Maria Suzette Sevilla Ranillo (born January 11, 1961) is a Filipino actress who began her career at age 12 under the screen name Nadia Veloso. She is widely recognized for her work in film, television, and theater.

==Biography==
Born in Cebu City, Philippines to actors Mat Ranillo, Jr. and Gloria Sevilla (who later wed Amado Cortez). Her siblings are Maria Lilibeth Sevilla Ranillo a.k.a. Bebet Ranillo DeRivera, Matias Archibald Sevilla Ranillo III, to his friends and family "Archie," (a.k.a. Mat Ranillo III), Matias Jonathan Sevilla Ranillo IV a.k.a. Jojo Ranillo, Matias Bonifacio Sevilla Ranillo V a.k.a. Dandin Ranillo, Matias Junius Ferdinand Sevilla Ranillo VI a.k.a. Juni Ging Ranillo and Czareanah Mari Sevilla Cortez a.k.a. Inah Cortez Do.

==Filmography==
===Film===
- Gimingaw Ako (1973)
- Aliw / Pleasure (1979)
- Taga sa Panahon (1980)
- Kumander Alibasbas (1981)
- Trudis Liit (1993)
- Muling Umawit ang Puso (1995)
- Segurista (1995)
- Kristo (1996) Film Academy of the Philippines Best Picture Nominee.
- Ama Namin (1998)
- Panaghoy sa Suba (2004)
- I Will Always Love You (2006)
- CareHome (2006)
- In Progress (2008; SR Films). Directed by Suzette Ranillo.
- Kamera Obskura (2012)
- Blood Ransom (2014)
- Tiniente Gimo (2016)
- Siargao (2017)
- Pagbalik (2019)
  1. Jowable (2019)
- Culion (2019)
- Video City: Be Kind, Please Rewind (2023)

===Theater===
- Kanser ("Noli Me Tangere"). Role: Sisa. Metropolitan Theatre, Philippines. 1990–1992; 2003–2004.
- Kristo. Role: Veronica / Weeping Women. Folk Arts Theatre, Philippines. 1994–1999.
- El Filibusterismo. Role: Juli. Metropolitan Theatre/Little CCP (Cultural Center of the Philippines). 1992–1994.
- Florante at Laura. Role: Laura. Metropolitan Theatre, Philippines. 1992.
- Bong Bong at Kris. Role: Ate Guy.

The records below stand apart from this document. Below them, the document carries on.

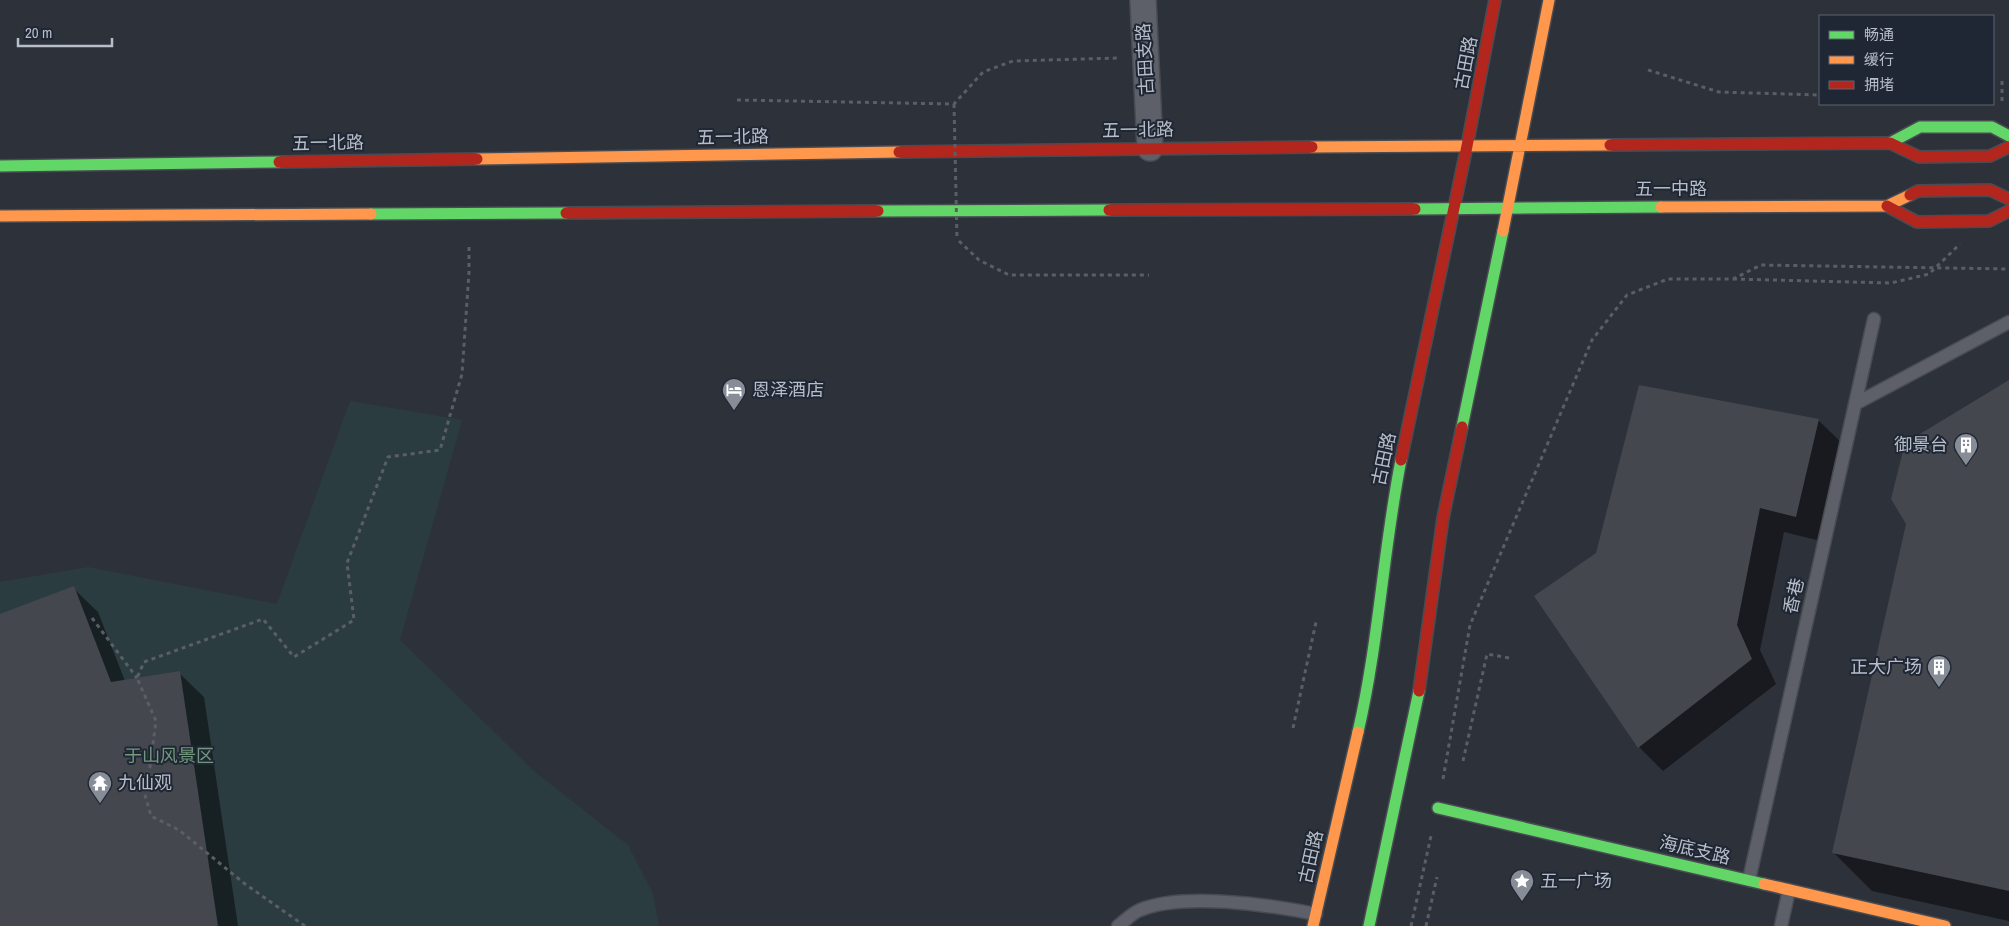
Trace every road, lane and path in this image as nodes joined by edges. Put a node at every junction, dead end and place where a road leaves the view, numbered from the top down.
1 (1143, 0) edge
2 (1495, 0) edge
3 (1549, 0) edge
4 (1145, 58) junction
5 (1648, 70) dead end
6 (2002, 82) dead end
7 (1819, 95) edge
8 (737, 100) dead end
9 (2002, 102) dead end
10 (954, 104) junction
11 (2009, 136) edge
12 (1890, 143) junction
13 (1467, 146) junction
14 (1521, 146) junction
15 (2009, 147) edge
16 (1150, 148) junction
17 (0, 166) edge
18 (2009, 200) edge
19 (1887, 206) junction
20 (1454, 208) junction
21 (1508, 208) junction
22 (2009, 211) edge
23 (469, 213) junction
24 (0, 216) edge
25 (948, 239) dead end
26 (957, 239) junction
27 (1960, 244) dead end
28 (2009, 269) edge
29 (1149, 275) dead end
30 (1733, 279) junction
31 (1874, 319) dead end
32 (2009, 322) edge
33 (1855, 404) junction
34 (92, 618) dead end
35 (1316, 622) dead end
36 (1509, 658) dead end
37 (137, 678) junction
38 (1293, 728) dead end
39 (1463, 761) dead end
40 (1438, 808) junction
41 (1437, 877) dead end
42 (1749, 880) junction
43 (1789, 890) junction
44 (1314, 920) edge
45 (305, 926) edge
46 (1118, 926) edge
47 (1369, 926) edge
48 (1411, 926) edge
49 (1426, 926) edge
50 (1781, 926) edge
51 (1945, 926) edge

1 - 4 street, 古田支路
2 - 13 main road, 古田路
3 - 14 main road
4 - 10 path
4 - 16 street, 古田支路
5 - 7 path
6 - 9 path
8 - 10 path
10 - 26 path, bridge
11 - 12 main road
12 - 14 main road
12 - 15 main road
13 - 14 main road
13 - 16 main road, 五一北路
13 - 20 main road, 古田路
14 - 21 main road
16 - 17 main road, 五一北路
18 - 19 main road, 五一中路
19 - 21 main road, 五一中路
19 - 22 main road, 五一中路
20 - 21 main road, 五一中路
20 - 23 main road
20 - 44 main road, 古田路
21 - 47 main road
23 - 24 main road
23 - 37 path
25 - 26 path
26 - 29 path
27 - 30 path, bridge
28 - 30 path
30 - 40 path
31 - 33 lane, 香巷
32 - 33 lane
33 - 42 lane, 香巷
34 - 37 path
35 - 38 path
36 - 39 path
37 - 45 path
40 - 42 main road, 海底支路
40 - 48 path
41 - 49 path
42 - 43 main road, 海底支路
43 - 50 lane
43 - 51 main road, 海底支路
44 - 46 lane

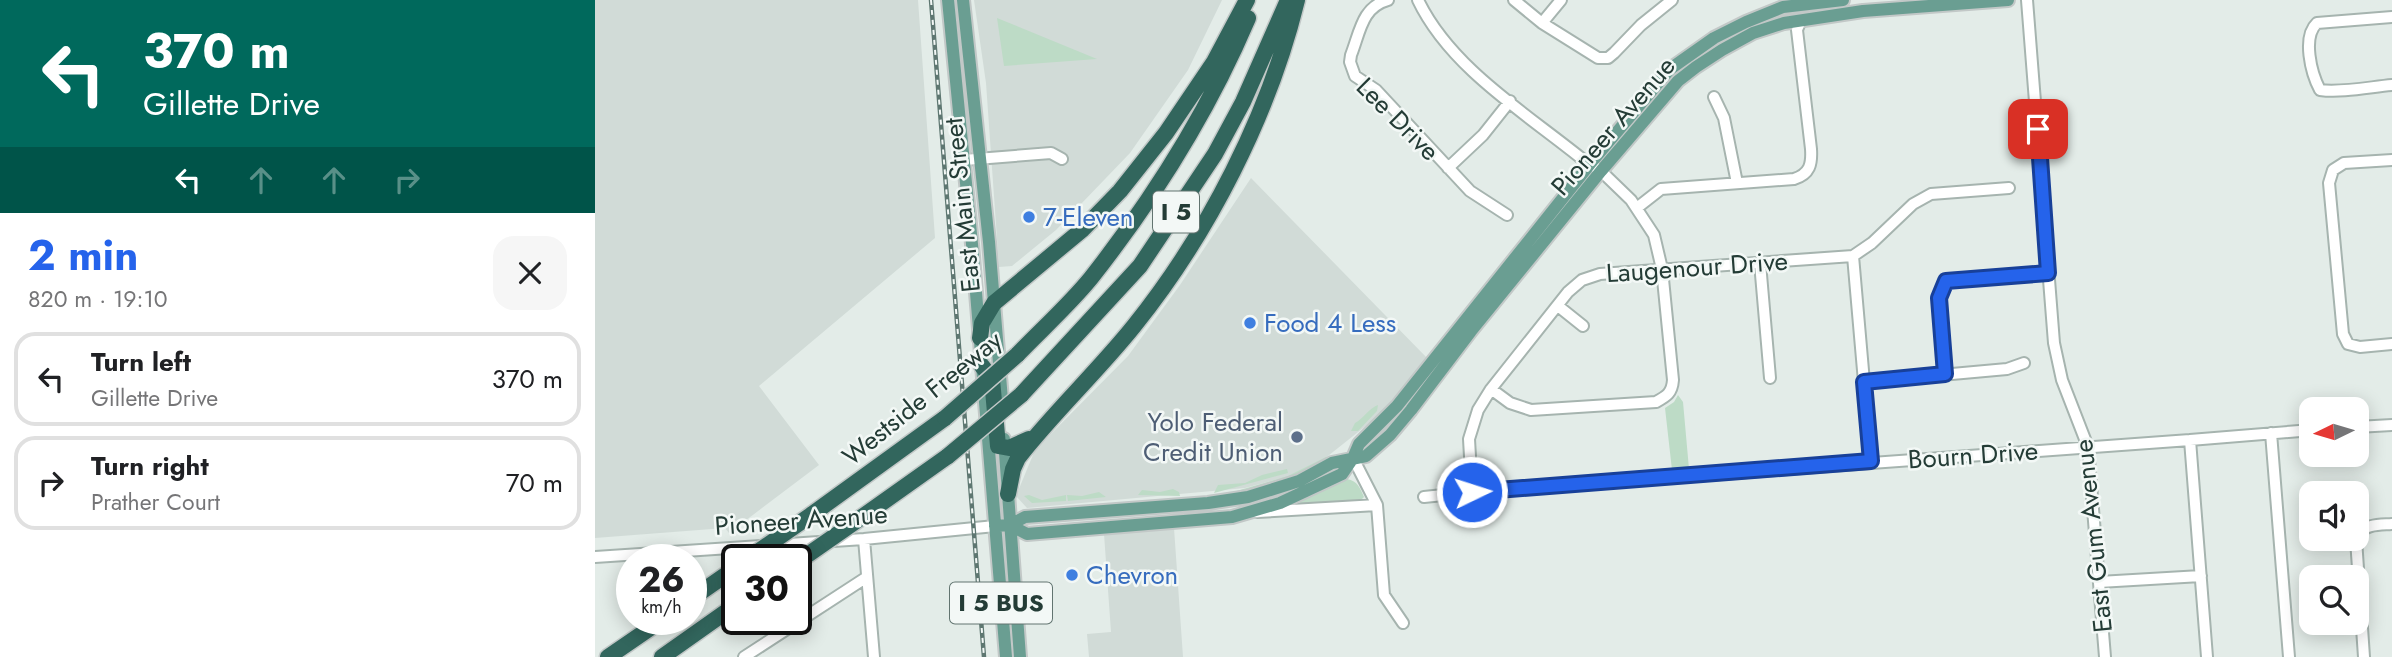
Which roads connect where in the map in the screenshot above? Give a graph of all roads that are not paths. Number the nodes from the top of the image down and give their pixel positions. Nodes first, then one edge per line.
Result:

Ateneo Graduate School, Philippines. 1991.

===Television===
- 1992 Lucia
- 1993 Sali-Salising Buhay
- 2003 Pangako Sa 'Yo as Fatima Dela Merced
- 2003 Basta't Kasama Kita as Luisa Rivera
- 2003 Sana'y Wala Nang Wakas as Jake
- 2015 Nathaniel as Lod
- 2015 FPJ's Ang Probinsyano as Dely
- 2018 Kadenang Ginto as Pilar
- 2023 Minsan pa Nating Hagkan ang Nakaraan as Salud
- 2025 I Love You Since 1892 as Madre Olivia

==Awards and nominations==
===Personal recognition===
- 1975 FAMAS Best Supporting Actress Awardee. "Gimingaw Ako" (Kampilan Films)
- 1979 Urian Best Actress Nominee. "Aliw" /(Pleasure) (Seven Stars Production)
- 1980 FAMAS Best Supporting Actress Nominee. "Taga Sa Panahon" (Premiere Productions)
- 1995 Metro Manila Film Festival Best Supporting Actress Nominee. "Mulang Umawit ang Puso" (Viva Films)
- 1996 Metro Manila Film Festival Best Supporting Actress Nominee. "Trudis Liit" (Merdeka Films)

===Recognition of projects===
- 1981 FAMAS Best Picture Awardee. "Kumander Alibasbas"
- 1992 Cannes Film Festival Best Docu-Drama Awardee. Gawad CCP Best Drama for TV Awardee. "Lucia". (BBC). Directed by Mel Chonglo.
- 1995 Entry to Toronto Film Festival (Canada). "Segurista" (Neo Films).
- 1996 Film Academy of the Philippines Best Picture Nominee. "Kristo" (CineSuerte).
- 1997. Metro Manila Film Festival 2nd Best Picture, Best Story, Best Theme Song, and Best Supporting Actress. "Babae" ("Woman").